On-the-flight kernel density estimation?

I have the following type of problem: imagine a Monte-Carlo simulation generating some data, and I want to estimate the density function for that simulation. I cannot store the data for each Monte-Carlos step, which would be prohibitive, but I want to do something better than simply constructing a histogram.

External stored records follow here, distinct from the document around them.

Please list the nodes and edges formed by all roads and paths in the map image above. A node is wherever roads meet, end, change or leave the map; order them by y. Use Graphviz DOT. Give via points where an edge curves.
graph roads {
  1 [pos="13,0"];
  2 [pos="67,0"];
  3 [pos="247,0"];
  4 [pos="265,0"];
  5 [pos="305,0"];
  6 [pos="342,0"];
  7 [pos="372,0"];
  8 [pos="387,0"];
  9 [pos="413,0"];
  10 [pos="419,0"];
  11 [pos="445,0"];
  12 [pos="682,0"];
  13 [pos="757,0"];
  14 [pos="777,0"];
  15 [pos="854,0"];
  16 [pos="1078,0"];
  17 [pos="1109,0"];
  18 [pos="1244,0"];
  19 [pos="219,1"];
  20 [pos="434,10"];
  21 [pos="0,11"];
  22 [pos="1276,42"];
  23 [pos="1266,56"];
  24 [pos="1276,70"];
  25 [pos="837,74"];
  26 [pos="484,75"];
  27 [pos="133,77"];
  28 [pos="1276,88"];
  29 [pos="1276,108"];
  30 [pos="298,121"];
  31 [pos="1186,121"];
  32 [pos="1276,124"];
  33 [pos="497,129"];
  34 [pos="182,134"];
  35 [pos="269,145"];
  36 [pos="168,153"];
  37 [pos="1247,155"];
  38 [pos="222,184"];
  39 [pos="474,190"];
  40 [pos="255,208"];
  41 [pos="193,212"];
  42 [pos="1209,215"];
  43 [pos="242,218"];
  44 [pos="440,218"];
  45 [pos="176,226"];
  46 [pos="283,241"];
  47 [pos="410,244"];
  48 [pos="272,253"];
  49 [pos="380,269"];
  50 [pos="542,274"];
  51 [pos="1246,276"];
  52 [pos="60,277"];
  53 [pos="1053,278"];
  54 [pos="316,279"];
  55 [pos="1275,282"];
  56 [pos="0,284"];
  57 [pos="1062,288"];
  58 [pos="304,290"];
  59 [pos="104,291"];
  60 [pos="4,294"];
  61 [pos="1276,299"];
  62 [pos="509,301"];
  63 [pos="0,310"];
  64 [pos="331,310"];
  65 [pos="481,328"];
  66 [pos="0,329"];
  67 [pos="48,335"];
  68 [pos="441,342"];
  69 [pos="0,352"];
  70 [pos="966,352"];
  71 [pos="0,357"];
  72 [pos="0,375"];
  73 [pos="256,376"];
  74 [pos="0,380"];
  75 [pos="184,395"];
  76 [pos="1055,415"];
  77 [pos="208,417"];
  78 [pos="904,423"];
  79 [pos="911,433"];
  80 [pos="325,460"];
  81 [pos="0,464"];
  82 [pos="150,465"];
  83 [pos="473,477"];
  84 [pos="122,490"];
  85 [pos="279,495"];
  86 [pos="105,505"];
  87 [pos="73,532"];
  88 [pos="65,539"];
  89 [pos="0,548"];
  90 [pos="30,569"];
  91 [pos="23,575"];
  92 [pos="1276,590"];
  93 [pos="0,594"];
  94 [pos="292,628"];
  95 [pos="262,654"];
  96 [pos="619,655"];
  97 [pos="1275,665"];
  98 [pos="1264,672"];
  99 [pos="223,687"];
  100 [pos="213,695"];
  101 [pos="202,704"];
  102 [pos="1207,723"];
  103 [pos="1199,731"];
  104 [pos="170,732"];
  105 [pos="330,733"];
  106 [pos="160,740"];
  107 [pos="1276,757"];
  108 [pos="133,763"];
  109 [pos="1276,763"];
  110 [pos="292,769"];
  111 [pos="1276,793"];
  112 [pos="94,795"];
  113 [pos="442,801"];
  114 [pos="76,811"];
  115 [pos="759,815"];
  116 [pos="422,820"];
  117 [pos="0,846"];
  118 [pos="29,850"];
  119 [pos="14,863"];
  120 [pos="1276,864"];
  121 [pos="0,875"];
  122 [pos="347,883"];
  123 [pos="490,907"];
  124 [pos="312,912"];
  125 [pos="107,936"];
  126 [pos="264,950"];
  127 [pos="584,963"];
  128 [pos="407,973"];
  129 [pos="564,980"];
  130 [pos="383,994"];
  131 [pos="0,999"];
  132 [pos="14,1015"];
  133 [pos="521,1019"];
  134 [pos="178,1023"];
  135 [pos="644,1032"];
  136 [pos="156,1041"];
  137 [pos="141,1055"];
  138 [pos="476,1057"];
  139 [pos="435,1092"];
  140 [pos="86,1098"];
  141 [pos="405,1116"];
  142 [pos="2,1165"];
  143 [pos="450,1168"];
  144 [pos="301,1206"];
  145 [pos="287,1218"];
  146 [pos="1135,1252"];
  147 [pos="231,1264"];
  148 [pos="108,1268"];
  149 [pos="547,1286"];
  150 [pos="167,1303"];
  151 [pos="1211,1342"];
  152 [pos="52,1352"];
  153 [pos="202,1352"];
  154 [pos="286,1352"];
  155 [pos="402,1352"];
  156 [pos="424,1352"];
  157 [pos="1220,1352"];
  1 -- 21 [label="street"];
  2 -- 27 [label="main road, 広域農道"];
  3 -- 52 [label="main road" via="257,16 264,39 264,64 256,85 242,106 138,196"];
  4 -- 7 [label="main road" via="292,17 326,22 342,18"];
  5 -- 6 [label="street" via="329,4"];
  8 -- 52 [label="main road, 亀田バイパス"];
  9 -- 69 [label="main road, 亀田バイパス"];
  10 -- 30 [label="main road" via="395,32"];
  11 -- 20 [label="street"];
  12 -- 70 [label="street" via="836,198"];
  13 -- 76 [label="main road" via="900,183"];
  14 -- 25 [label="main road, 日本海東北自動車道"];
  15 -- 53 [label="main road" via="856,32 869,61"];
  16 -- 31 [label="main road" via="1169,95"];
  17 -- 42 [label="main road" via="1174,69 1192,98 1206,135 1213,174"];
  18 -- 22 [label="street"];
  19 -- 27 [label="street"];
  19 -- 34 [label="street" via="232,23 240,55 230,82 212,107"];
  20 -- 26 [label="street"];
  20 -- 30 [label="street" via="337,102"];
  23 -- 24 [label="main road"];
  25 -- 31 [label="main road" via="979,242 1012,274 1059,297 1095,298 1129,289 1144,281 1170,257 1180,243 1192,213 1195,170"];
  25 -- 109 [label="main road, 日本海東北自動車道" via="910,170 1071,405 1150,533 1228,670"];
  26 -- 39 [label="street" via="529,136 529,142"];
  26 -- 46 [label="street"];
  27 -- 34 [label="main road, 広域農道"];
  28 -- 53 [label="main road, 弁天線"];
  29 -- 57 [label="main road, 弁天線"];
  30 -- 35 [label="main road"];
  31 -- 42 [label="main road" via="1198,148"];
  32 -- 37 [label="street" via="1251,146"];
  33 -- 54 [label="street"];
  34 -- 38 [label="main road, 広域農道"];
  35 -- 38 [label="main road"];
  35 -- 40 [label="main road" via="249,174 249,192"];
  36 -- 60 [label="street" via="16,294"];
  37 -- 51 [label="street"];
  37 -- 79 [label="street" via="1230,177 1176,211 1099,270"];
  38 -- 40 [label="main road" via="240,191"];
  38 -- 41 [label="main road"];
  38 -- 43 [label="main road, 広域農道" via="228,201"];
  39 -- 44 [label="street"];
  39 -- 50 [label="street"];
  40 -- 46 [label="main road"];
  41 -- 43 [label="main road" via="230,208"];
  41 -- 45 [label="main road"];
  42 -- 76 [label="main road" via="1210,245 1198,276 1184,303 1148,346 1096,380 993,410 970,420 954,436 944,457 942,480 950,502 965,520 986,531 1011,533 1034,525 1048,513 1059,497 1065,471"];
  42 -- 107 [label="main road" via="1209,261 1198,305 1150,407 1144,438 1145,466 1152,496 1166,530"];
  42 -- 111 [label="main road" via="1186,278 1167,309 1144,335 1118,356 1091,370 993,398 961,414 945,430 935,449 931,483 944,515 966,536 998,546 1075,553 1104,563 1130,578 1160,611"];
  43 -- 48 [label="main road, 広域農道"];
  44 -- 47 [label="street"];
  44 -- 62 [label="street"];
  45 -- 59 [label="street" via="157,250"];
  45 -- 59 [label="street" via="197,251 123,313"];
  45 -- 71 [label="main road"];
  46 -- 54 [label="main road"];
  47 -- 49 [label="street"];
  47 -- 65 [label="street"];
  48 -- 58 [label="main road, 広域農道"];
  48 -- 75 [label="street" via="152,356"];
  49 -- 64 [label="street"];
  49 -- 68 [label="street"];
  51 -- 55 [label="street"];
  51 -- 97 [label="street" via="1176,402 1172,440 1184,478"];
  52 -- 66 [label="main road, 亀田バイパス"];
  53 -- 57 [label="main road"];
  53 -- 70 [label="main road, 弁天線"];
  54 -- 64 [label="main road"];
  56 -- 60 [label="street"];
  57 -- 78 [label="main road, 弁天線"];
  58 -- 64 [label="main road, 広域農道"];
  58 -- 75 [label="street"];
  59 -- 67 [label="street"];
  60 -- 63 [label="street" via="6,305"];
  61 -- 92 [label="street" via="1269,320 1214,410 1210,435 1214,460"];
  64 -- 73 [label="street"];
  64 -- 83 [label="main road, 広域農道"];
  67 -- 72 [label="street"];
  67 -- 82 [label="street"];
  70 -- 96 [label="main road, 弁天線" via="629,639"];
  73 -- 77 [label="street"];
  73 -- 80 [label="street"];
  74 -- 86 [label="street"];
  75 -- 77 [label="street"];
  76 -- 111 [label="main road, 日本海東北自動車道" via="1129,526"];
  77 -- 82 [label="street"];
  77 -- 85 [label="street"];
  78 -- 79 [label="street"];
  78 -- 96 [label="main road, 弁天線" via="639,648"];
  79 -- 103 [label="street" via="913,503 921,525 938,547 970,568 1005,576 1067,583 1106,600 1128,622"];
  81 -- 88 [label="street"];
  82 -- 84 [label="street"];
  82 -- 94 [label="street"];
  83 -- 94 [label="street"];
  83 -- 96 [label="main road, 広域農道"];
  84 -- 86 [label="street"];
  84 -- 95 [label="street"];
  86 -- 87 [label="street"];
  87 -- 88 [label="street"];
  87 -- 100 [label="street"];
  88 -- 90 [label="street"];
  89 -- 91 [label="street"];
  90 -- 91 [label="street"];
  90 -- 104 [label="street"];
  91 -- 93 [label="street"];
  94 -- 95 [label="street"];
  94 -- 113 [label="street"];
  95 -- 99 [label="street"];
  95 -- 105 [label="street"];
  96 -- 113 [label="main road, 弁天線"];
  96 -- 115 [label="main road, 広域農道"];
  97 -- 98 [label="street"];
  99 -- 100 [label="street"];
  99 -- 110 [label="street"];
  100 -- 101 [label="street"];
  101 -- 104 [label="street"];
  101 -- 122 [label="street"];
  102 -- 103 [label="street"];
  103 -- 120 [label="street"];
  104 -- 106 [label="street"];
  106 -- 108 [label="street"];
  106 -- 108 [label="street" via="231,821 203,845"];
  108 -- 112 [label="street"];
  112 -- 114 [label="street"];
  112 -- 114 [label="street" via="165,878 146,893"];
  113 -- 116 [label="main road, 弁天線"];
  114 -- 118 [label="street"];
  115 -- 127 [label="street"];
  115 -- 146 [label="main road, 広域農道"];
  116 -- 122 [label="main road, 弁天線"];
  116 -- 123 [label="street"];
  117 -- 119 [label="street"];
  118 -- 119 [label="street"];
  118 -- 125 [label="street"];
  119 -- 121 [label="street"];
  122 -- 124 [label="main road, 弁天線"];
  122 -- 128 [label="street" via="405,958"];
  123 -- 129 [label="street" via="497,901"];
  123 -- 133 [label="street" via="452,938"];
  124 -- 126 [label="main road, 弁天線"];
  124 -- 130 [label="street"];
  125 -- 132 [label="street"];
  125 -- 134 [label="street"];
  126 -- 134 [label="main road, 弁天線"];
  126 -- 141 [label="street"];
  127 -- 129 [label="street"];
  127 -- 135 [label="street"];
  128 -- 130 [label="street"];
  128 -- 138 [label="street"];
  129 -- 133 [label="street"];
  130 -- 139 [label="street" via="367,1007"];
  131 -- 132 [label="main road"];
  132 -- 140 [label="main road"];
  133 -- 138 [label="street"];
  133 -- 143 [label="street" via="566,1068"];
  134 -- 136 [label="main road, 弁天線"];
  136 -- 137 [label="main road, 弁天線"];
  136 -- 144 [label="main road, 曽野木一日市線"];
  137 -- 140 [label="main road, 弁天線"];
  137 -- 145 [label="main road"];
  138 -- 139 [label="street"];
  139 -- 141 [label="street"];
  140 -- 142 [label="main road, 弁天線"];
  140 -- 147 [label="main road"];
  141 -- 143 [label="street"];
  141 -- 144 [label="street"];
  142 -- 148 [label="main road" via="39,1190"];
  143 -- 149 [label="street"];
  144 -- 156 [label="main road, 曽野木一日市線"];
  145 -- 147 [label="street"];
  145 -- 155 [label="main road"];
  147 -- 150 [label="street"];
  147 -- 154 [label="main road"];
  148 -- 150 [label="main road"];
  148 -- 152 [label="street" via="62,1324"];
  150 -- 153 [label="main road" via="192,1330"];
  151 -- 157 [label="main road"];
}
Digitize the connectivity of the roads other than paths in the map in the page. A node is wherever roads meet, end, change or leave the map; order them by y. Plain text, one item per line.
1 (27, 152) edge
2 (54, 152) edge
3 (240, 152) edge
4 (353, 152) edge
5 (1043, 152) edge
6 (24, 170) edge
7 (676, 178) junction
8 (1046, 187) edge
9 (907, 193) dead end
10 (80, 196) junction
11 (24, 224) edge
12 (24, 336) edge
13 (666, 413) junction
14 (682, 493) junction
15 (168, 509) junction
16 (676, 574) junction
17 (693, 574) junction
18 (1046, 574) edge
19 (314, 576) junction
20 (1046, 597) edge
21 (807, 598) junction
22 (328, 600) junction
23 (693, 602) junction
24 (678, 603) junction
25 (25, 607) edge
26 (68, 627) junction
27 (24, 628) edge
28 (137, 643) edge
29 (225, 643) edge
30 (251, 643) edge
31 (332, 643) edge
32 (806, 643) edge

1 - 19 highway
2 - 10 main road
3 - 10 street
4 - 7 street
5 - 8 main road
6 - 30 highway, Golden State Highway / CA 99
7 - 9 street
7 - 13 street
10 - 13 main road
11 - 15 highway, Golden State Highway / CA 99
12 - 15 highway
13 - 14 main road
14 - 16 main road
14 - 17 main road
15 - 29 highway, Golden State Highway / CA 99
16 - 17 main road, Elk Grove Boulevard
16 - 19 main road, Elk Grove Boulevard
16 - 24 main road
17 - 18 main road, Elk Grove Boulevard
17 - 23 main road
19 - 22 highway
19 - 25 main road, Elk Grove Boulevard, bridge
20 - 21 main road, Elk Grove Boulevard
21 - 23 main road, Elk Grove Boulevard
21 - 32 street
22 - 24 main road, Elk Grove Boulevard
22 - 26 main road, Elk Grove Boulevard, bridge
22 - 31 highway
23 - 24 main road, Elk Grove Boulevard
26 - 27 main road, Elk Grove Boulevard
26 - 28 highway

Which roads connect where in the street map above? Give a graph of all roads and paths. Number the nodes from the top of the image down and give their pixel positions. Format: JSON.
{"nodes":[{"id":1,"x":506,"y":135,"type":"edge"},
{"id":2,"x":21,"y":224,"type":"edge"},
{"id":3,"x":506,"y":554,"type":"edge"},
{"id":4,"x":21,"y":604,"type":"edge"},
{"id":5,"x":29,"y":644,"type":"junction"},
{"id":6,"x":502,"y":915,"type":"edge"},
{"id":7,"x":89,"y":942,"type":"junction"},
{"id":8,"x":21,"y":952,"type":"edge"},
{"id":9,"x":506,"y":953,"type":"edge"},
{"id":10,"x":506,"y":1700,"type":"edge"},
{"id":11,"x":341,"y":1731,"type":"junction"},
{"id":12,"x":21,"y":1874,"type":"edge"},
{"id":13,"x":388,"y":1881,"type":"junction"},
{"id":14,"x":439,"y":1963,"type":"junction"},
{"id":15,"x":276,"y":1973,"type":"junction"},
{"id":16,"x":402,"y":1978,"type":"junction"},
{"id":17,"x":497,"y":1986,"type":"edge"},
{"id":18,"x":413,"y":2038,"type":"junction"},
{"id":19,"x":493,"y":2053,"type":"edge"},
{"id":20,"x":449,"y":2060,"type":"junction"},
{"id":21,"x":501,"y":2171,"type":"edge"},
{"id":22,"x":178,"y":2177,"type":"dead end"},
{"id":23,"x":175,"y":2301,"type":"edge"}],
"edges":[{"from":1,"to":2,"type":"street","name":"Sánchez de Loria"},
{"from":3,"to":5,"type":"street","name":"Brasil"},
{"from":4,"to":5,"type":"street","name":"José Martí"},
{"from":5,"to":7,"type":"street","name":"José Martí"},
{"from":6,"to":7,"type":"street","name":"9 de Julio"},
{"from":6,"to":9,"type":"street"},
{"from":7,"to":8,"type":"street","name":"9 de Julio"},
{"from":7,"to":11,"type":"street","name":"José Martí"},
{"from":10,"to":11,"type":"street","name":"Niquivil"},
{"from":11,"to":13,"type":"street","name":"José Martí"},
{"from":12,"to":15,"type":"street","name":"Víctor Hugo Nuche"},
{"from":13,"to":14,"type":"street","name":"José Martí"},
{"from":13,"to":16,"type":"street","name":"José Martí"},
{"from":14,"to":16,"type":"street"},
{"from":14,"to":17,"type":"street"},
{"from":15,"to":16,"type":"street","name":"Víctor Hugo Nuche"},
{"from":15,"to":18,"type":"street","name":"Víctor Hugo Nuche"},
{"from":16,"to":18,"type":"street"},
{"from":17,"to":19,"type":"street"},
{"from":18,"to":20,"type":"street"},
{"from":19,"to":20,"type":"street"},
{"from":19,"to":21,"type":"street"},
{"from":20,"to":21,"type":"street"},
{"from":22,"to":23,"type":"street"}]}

To provide a concrete example:

  1. In theory a nice way to obtain the density would be:
julia> using Plots, KernelDensity

julia> data = randn(10^4);

julia> k = kde(data);

julia> plot(k.x, k.density)

which gives me the pretty density:

image

  1. However, I cannot really store the data. So my approach is to build an histogram on the flight:
julia> function mc_histogram(nsteps)
           hist = zeros(100)
           limits = (-5,5)
           domain = range(limits[1], limits[2]; length=100)
           n = 0
           for _ in 1:nsteps
               x = randn()
               if limits[1] < x < limits[2]
                   n += 1
                   bin = floor(Int, 100*(x - limits[1]) / (limits[2]-limits[1])) + 1
                   hist[bin] += 1
               end
           end
           return domain, hist ./ n
       end
mc_histogram (generic function with 1 method)

julia> x, h = mc_histogram(10^4);

julia> plot(x,h)

Histograms, though, are ugly:

image

Thus, what I’m searching for is a way to, without storing the data, build a kernel density estimate that will be a better estimate of the density than the histogram.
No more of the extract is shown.